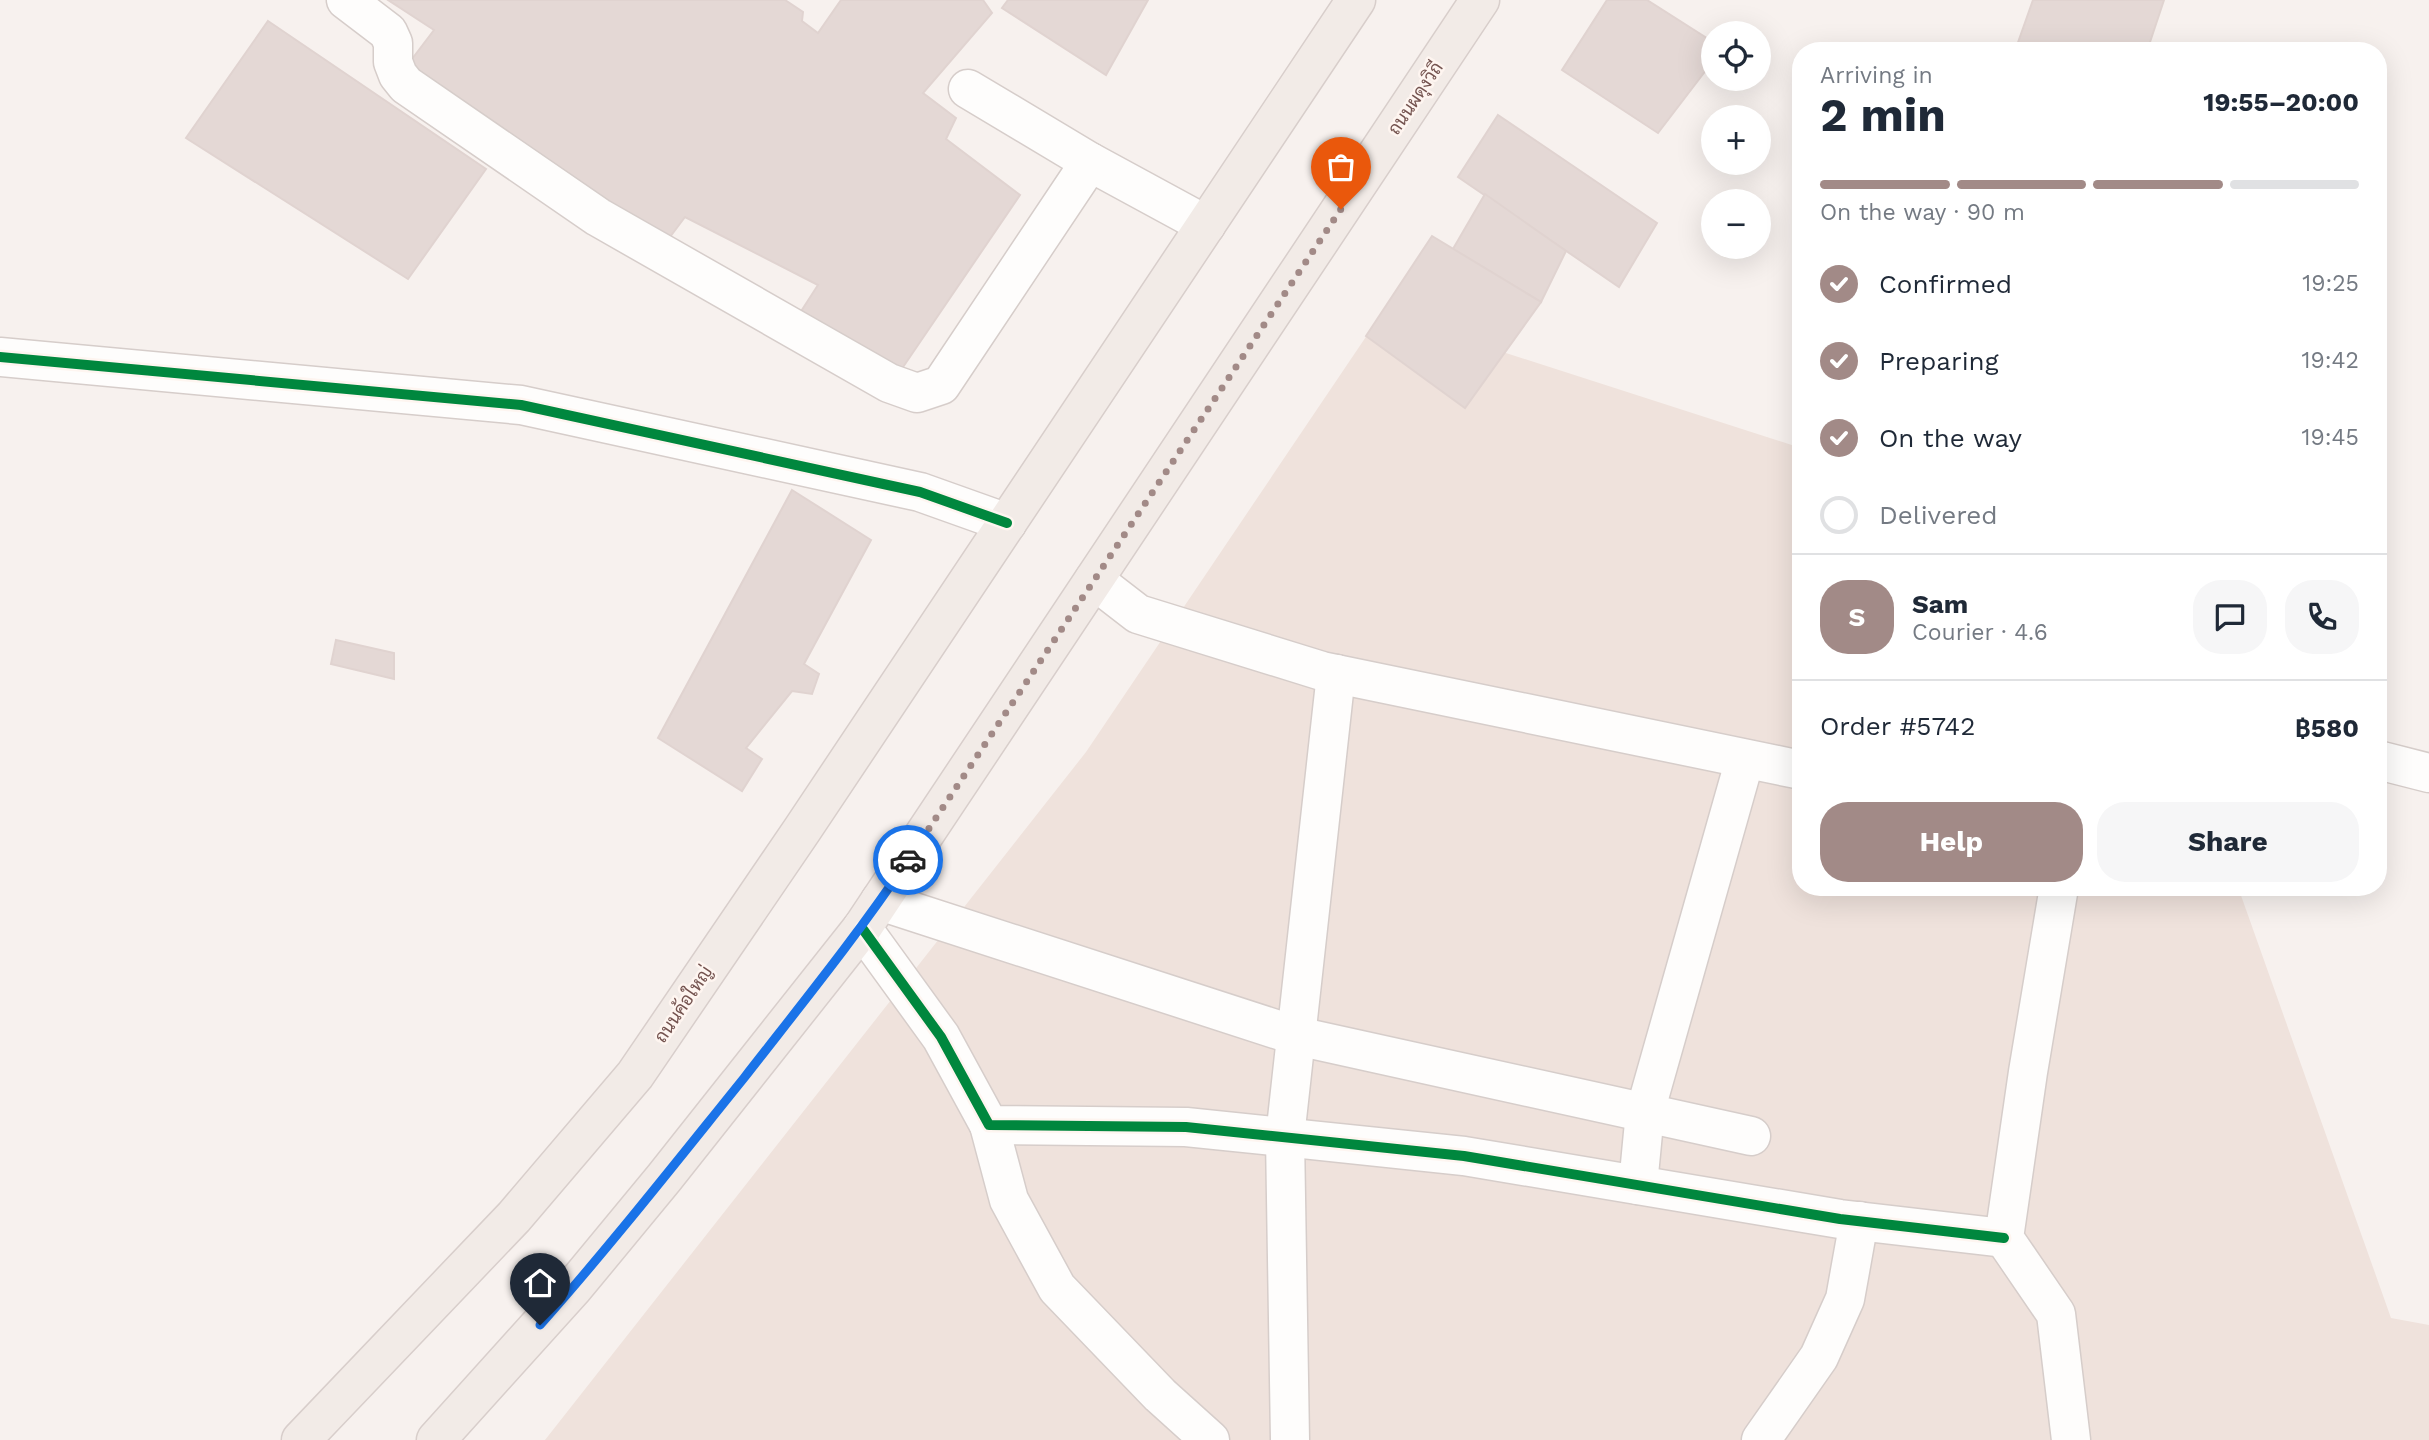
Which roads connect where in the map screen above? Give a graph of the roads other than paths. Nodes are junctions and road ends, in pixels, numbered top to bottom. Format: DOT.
graph roads {
  1 [pos="346,0"];
  2 [pos="1356,0"];
  3 [pos="1480,0"];
  4 [pos="968,89"];
  5 [pos="1090,162"];
  6 [pos="1206,225"];
  7 [pos="0,357"];
  8 [pos="1007,523"];
  9 [pos="1094,580"];
  10 [pos="1336,674"];
  11 [pos="1745,759"];
  12 [pos="2387,762"];
  13 [pos="1792,768"];
  14 [pos="2429,773"];
  15 [pos="2057,896"];
  16 [pos="871,914"];
  17 [pos="1297,1036"];
  18 [pos="1645,1112"];
  19 [pos="989,1125"];
  20 [pos="1751,1136"];
  21 [pos="1284,1137"];
  22 [pos="1638,1185"];
  23 [pos="1859,1221"];
  24 [pos="2004,1238"];
  25 [pos="301,1440"];
  26 [pos="436,1440"];
  27 [pos="1210,1440"];
  28 [pos="1290,1440"];
  29 [pos="1761,1440"];
  30 [pos="2071,1440"];
  1 -- 5 [label="street"];
  2 -- 6 [label="main road"];
  3 -- 9 [label="main road, ถนนผดุงวิถี"];
  4 -- 5 [label="street"];
  5 -- 6 [label="street"];
  6 -- 8 [label="main road"];
  7 -- 8 [label="street"];
  8 -- 25 [label="main road, ถนนค้อใหญ่"];
  9 -- 10 [label="street"];
  9 -- 16 [label="main road"];
  10 -- 11 [label="street"];
  10 -- 17 [label="street"];
  11 -- 13 [label="street"];
  11 -- 18 [label="street"];
  12 -- 14 [label="street"];
  15 -- 24 [label="street"];
  16 -- 17 [label="street"];
  16 -- 19 [label="street"];
  16 -- 26 [label="main road"];
  17 -- 18 [label="street"];
  17 -- 21 [label="street"];
  18 -- 20 [label="street"];
  18 -- 22 [label="street"];
  19 -- 21 [label="street"];
  19 -- 27 [label="street"];
  21 -- 22 [label="street"];
  21 -- 28 [label="street"];
  22 -- 23 [label="street"];
  23 -- 24 [label="street"];
  23 -- 29 [label="street"];
  24 -- 30 [label="street"];
}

*Problem requirements*
Each record must be quoted in full and exactly. Do not include the pictures.

*Solved problem*
Which roads connect where in the map screen above? Give a graph of the roads other than paths. Nodes are junctions and road ends, in pixels, numbered top to bottom. Format: DOT.
graph roads {
  1 [pos="346,0"];
  2 [pos="1356,0"];
  3 [pos="1480,0"];
  4 [pos="968,89"];
  5 [pos="1090,162"];
  6 [pos="1206,225"];
  7 [pos="0,357"];
  8 [pos="1007,523"];
  9 [pos="1094,580"];
  10 [pos="1336,674"];
  11 [pos="1745,759"];
  12 [pos="2387,762"];
  13 [pos="1792,768"];
  14 [pos="2429,773"];
  15 [pos="2057,896"];
  16 [pos="871,914"];
  17 [pos="1297,1036"];
  18 [pos="1645,1112"];
  19 [pos="989,1125"];
  20 [pos="1751,1136"];
  21 [pos="1284,1137"];
  22 [pos="1638,1185"];
  23 [pos="1859,1221"];
  24 [pos="2004,1238"];
  25 [pos="301,1440"];
  26 [pos="436,1440"];
  27 [pos="1210,1440"];
  28 [pos="1290,1440"];
  29 [pos="1761,1440"];
  30 [pos="2071,1440"];
  1 -- 5 [label="street"];
  2 -- 6 [label="main road"];
  3 -- 9 [label="main road, ถนนผดุงวิถี"];
  4 -- 5 [label="street"];
  5 -- 6 [label="street"];
  6 -- 8 [label="main road"];
  7 -- 8 [label="street"];
  8 -- 25 [label="main road, ถนนค้อใหญ่"];
  9 -- 10 [label="street"];
  9 -- 16 [label="main road"];
  10 -- 11 [label="street"];
  10 -- 17 [label="street"];
  11 -- 13 [label="street"];
  11 -- 18 [label="street"];
  12 -- 14 [label="street"];
  15 -- 24 [label="street"];
  16 -- 17 [label="street"];
  16 -- 19 [label="street"];
  16 -- 26 [label="main road"];
  17 -- 18 [label="street"];
  17 -- 21 [label="street"];
  18 -- 20 [label="street"];
  18 -- 22 [label="street"];
  19 -- 21 [label="street"];
  19 -- 27 [label="street"];
  21 -- 22 [label="street"];
  21 -- 28 [label="street"];
  22 -- 23 [label="street"];
  23 -- 24 [label="street"];
  23 -- 29 [label="street"];
  24 -- 30 [label="street"];
}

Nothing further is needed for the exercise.